Manifestando soddisfazione per l'arresto del pluriomicida da parte delle forze dell'ordine ticinesi, il Governo precisa che, essendo l'inchiesta ancora in corso, non è possibile entrare nei dettagli di alcune domande poste dal deputato leghista. Tralasciando la domanda su presunte pratiche illegali da parte dell'hotel che ha registrato il criminale, il Governo risponde agli altri quesiti.
Riguardo alla durata di soggiorno, il Governo scrive che "la polizia cantonale non ha possibilità di verificare in automatico, mediante le notifiche degli esercizi pubblici con alloggio, i periodi di soggiorno delle centinaia di migliaia di ospiti alloggiate in tali strutture". Se la data di arrivo è obbligatoria per le notifiche, non così è per la data di partenza. Soggiorni prolungati non possono quindi essere automaticamente individuati senza la collaborazione attiva del gerente o del direttore d'albergo. "Non è nemmeno garantito" aggiunge il Governo, "che i nominativi registrati siano corretti, ritenuta la qualità di molte falsificazioni in circolazione e delle difficoltà, se non l'impossibilità, del datore d'alloggio di identificare documenti falsi. Pertanto anche le notifiche controllate dalla Polizia non sempre sono garanti di identificazione di persone ricercate".
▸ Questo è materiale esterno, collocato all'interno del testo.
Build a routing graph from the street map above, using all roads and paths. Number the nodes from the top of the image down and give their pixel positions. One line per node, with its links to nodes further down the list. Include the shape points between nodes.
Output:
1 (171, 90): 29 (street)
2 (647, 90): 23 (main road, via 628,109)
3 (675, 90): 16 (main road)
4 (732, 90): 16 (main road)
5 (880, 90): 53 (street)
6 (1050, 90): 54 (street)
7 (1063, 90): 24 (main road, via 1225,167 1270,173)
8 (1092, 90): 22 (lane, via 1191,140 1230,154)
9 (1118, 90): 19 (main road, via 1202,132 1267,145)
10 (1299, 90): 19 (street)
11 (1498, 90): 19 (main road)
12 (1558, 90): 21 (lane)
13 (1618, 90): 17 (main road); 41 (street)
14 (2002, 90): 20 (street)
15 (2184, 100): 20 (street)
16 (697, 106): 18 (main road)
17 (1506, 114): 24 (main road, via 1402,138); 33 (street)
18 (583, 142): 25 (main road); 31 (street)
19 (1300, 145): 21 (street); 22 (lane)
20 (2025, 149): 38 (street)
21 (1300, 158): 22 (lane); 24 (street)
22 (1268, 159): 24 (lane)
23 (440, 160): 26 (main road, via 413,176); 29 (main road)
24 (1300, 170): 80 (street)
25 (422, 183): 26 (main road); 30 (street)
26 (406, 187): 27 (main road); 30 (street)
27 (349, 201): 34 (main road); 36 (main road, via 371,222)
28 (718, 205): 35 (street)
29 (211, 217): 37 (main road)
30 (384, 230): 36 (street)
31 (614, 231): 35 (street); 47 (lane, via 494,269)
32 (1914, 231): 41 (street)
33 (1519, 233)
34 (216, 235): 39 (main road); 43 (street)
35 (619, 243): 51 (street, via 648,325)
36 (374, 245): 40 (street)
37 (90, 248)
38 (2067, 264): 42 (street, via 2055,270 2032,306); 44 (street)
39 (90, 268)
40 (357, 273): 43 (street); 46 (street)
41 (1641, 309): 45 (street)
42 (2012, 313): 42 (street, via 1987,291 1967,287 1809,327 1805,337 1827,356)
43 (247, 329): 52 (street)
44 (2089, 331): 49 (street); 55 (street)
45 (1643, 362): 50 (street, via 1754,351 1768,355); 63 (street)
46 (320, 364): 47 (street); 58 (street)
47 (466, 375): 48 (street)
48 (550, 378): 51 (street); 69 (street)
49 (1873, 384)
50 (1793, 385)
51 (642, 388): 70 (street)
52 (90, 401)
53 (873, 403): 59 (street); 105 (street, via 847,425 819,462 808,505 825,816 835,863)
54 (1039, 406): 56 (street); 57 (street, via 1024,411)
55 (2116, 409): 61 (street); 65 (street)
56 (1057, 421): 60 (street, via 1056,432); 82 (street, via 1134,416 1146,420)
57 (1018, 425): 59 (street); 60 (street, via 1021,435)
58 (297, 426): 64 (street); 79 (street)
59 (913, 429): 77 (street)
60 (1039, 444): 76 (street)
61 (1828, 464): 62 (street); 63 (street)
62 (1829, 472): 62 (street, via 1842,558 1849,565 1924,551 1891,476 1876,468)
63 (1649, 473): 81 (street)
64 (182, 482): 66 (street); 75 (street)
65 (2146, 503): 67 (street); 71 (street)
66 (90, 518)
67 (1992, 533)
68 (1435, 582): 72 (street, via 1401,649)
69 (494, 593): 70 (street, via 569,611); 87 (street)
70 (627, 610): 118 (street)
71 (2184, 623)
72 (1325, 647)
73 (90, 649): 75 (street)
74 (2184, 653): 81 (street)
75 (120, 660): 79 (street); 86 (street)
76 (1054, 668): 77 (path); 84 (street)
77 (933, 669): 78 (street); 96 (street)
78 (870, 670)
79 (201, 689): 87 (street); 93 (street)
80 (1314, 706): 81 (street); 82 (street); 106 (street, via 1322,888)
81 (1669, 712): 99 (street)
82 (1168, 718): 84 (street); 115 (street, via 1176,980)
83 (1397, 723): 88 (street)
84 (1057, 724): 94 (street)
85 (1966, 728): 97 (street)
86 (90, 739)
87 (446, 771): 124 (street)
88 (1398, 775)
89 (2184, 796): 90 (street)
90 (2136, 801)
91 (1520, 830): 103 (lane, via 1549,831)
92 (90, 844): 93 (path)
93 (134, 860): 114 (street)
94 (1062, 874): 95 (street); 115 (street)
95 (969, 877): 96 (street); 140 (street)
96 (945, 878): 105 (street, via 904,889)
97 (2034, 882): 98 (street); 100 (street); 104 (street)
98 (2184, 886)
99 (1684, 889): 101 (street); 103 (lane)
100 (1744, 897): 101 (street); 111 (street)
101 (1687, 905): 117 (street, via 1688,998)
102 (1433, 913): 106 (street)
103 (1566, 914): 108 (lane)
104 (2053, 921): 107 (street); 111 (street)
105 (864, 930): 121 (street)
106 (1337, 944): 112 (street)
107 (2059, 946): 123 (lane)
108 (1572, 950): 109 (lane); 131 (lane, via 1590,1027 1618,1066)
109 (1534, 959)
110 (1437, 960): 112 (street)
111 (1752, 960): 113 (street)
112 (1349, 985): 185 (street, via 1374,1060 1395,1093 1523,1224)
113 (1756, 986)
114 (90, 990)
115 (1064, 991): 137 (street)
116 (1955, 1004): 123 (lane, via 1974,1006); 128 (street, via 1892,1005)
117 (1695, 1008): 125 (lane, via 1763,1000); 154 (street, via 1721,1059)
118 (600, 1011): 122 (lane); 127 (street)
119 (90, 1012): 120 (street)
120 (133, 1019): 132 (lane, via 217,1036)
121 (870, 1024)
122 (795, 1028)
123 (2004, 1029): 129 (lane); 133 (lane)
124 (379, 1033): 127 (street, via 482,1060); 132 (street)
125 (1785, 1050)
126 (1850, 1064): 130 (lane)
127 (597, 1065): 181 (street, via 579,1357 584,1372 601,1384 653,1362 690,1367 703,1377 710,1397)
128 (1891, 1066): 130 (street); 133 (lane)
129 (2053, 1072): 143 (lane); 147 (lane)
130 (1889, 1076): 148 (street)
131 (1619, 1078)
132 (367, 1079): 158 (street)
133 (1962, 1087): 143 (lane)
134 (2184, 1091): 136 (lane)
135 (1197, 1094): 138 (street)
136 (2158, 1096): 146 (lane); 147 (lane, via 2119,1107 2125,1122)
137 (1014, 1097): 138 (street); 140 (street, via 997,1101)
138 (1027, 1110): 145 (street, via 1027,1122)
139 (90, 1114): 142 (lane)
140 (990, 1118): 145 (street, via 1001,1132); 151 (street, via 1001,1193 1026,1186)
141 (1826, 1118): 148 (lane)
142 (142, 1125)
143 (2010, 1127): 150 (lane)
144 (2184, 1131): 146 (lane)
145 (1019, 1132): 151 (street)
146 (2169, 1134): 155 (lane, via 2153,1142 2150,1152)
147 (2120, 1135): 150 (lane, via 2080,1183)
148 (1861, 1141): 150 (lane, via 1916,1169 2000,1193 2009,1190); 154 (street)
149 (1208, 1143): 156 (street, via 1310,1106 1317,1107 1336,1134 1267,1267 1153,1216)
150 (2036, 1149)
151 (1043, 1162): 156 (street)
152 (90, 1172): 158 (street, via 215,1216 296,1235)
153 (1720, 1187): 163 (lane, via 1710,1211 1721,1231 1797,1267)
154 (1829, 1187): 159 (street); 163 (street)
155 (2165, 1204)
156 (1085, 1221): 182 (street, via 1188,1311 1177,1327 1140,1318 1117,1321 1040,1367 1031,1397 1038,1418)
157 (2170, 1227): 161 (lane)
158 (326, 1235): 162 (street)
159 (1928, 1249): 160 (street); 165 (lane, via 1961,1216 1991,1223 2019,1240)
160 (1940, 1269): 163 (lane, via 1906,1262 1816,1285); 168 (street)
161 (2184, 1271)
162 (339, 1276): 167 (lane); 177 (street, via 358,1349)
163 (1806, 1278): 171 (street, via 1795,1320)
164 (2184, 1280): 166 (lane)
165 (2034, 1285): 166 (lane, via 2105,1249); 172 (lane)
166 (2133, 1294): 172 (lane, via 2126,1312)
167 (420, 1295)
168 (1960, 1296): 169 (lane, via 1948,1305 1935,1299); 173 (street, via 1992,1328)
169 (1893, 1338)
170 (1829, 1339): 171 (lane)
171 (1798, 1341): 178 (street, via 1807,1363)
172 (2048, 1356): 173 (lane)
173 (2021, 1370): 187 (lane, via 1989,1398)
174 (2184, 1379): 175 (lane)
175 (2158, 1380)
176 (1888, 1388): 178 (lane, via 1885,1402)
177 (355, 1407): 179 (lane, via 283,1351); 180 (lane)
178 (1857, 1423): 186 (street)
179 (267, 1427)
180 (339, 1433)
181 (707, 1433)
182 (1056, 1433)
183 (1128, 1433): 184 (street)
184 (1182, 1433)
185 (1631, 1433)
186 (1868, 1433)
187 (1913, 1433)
Alla domanda su come si è arrivati all'arresto del pluriomicida, il Consiglio di Stato si limita a rispondere che in Svizzera non era pubblicato nessun ordine di arresto a carico dell'interessato e che l'estensione di tale ordine in Svizzera è avvenuta soltando dopo i contatti con la Polizia italiana.
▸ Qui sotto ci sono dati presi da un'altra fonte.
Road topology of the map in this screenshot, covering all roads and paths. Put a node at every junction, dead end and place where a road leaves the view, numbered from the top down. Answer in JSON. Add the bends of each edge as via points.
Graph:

Su possibili manchevolezze nella vicenda ipotetizzate dallo stesso Robbiani, il Governo dichiara di non condividere le affermazioni secondo cui "qualcuno" abbia agito superficialmente. Il sistema di registrazione degli ospiti, precisa il governo, viene effettuato tramite applicativo informatico e consente un controllo efficace ed efficiente del movimento delle persone negli esercizi pubblici con alloggio. "In generale i datori di alloggio sono coscienti dell'importanza costituita dall'esecuzione precisa e tempestiva della procedura di notifica degli ospiti ed agiscono correttamente".
In quest'ambito il Governo ricorda che la Polizia svolge un importante lavoro di prevenzione, fornendo assistenza e supporto agli utenti dell'applicativo informativo e consiglia di segnalare immediatamente eventuali situazioni sospette. Inoltre la Polizia non esita a sanzionare i contravventori nei casi in cui sono state riscontrate infrazioni nell'ambito della notifica.
"Per questi motivi" conclude il Governo "non riteniamo necessario, allo stadio attuale dell'inchiesta, adottare ulteriori misure, né in ambito istituzionale (Polizia in particolare), né in ambito di procedure a carico dei datori di alloggio".